■ Exercise inputs ■

━━━

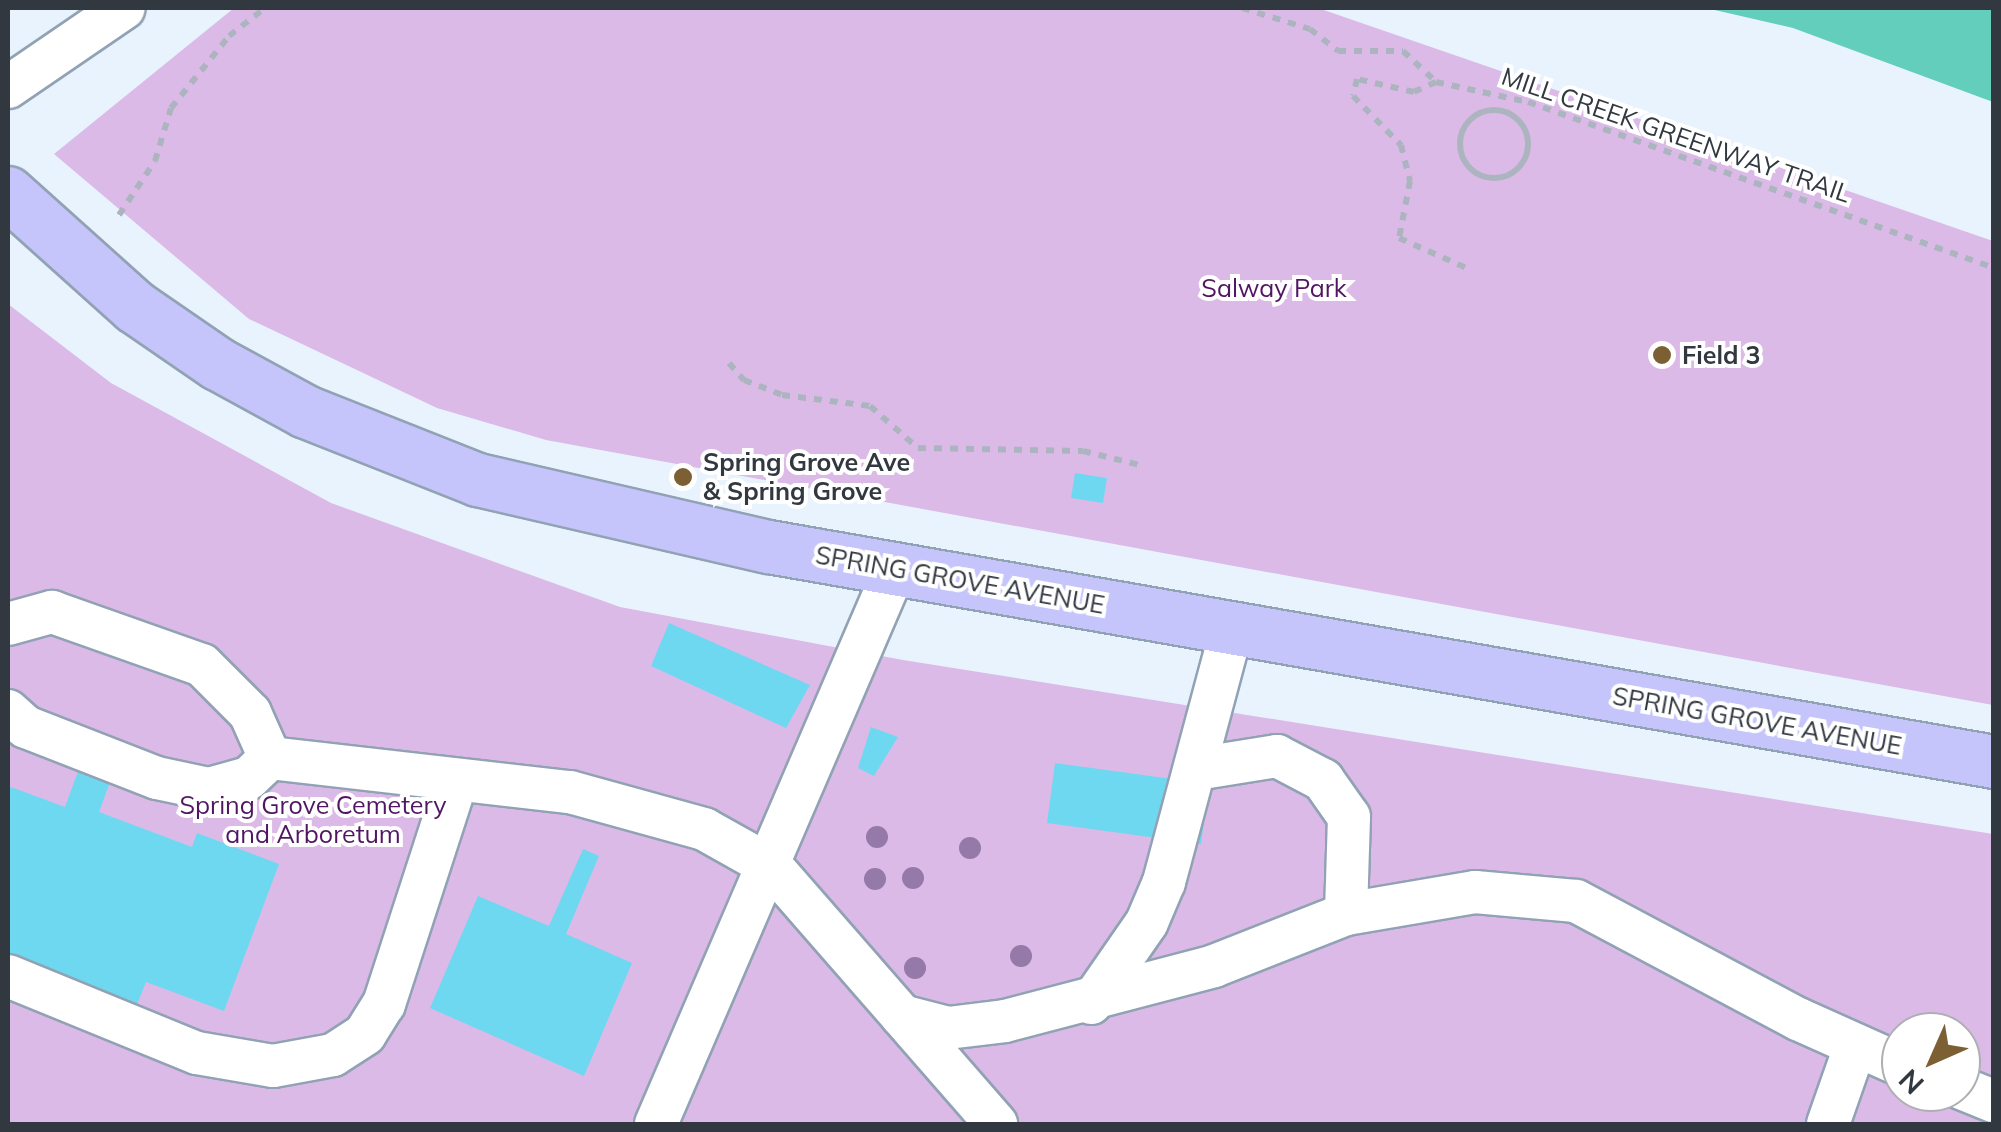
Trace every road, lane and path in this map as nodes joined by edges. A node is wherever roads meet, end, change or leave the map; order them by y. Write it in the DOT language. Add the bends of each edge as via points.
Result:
graph roads {
  1 [pos="124,8"];
  2 [pos="265,8"];
  3 [pos="1242,8"];
  4 [pos="1436,82"];
  5 [pos="8,87"];
  6 [pos="1509,96"];
  7 [pos="1505,112"];
  8 [pos="13,203"];
  9 [pos="119,215"];
  10 [pos="1994,268"];
  11 [pos="1471,270"];
  12 [pos="729,362"];
  13 [pos="1140,466"];
  14 [pos="895,569"];
  15 [pos="8,624"];
  16 [pos="1232,628"];
  17 [pos="8,711"];
  18 [pos="270,758"];
  19 [pos="1994,762"];
  20 [pos="1196,769"];
  21 [pos="456,784"];
  22 [pos="772,867"];
  23 [pos="1346,914"];
  24 [pos="8,976"];
  25 [pos="1091,1002"];
  26 [pos="902,1016"];
  27 [pos="1855,1047"];
  28 [pos="1881,1057"];
  29 [pos="656,1124"];
  30 [pos="996,1124"];
  31 [pos="1828,1124"];
  1 -- 5 [label="street"];
  2 -- 9 [label="path" via="229,36 171,108 155,160"];
  3 -- 4 [label="path, MILL CREEK GREENWAY TRAIL" via="1310,29 1338,51 1402,51"];
  4 -- 6 [label="path, MILL CREEK GREENWAY TRAIL"];
  4 -- 11 [label="path" via="1414,92 1357,78 1353,96 1401,145 1410,180 1398,238"];
  6 -- 7 [label="path"];
  6 -- 10 [label="path, MILL CREEK GREENWAY TRAIL"];
  7 -- 7 [label="path" via="1473,117 1461,136 1463,158 1480,174 1502,177 1526,156 1522,124"];
  8 -- 14 [label="main road, SPRING GROVE AVENUE" via="135,306 218,364 397,453 478,480"];
  12 -- 13 [label="path" via="744,380 782,394 870,406 918,448 1083,451"];
  14 -- 16 [label="main road, SPRING GROVE AVENUE"];
  14 -- 22 [label="street"];
  15 -- 18 [label="street" via="52,612 202,666 250,713"];
  16 -- 19 [label="main road, SPRING GROVE AVENUE"];
  16 -- 20 [label="street"];
  17 -- 18 [label="street" via="26,727 157,778 209,789 249,778"];
  18 -- 21 [label="street"];
  20 -- 23 [label="street" via="1277,756 1323,780 1349,817"];
  20 -- 25 [label="street" via="1147,922"];
  21 -- 22 [label="street" via="570,792 646,807"];
  21 -- 24 [label="street" via="384,1004 365,1034 333,1056 273,1066 197,1053"];
  22 -- 26 [label="street"];
  22 -- 29 [label="street"];
  23 -- 25 [label="street"];
  23 -- 27 [label="street" via="1474,892 1576,901"];
  25 -- 26 [label="street" via="948,1028"];
  26 -- 30 [label="street"];
  27 -- 28 [label="street"];
  27 -- 31 [label="street"];
}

━━━

■ Exercise aim ■
Out of the entries, pull every line that mentions "main".

■ Response to this task ■
  8 -- 14 [label="main road, SPRING GROVE AVENUE" via="135,306 218,364 397,453 478,480"];
  14 -- 16 [label="main road, SPRING GROVE AVENUE"];
  16 -- 19 [label="main road, SPRING GROVE AVENUE"];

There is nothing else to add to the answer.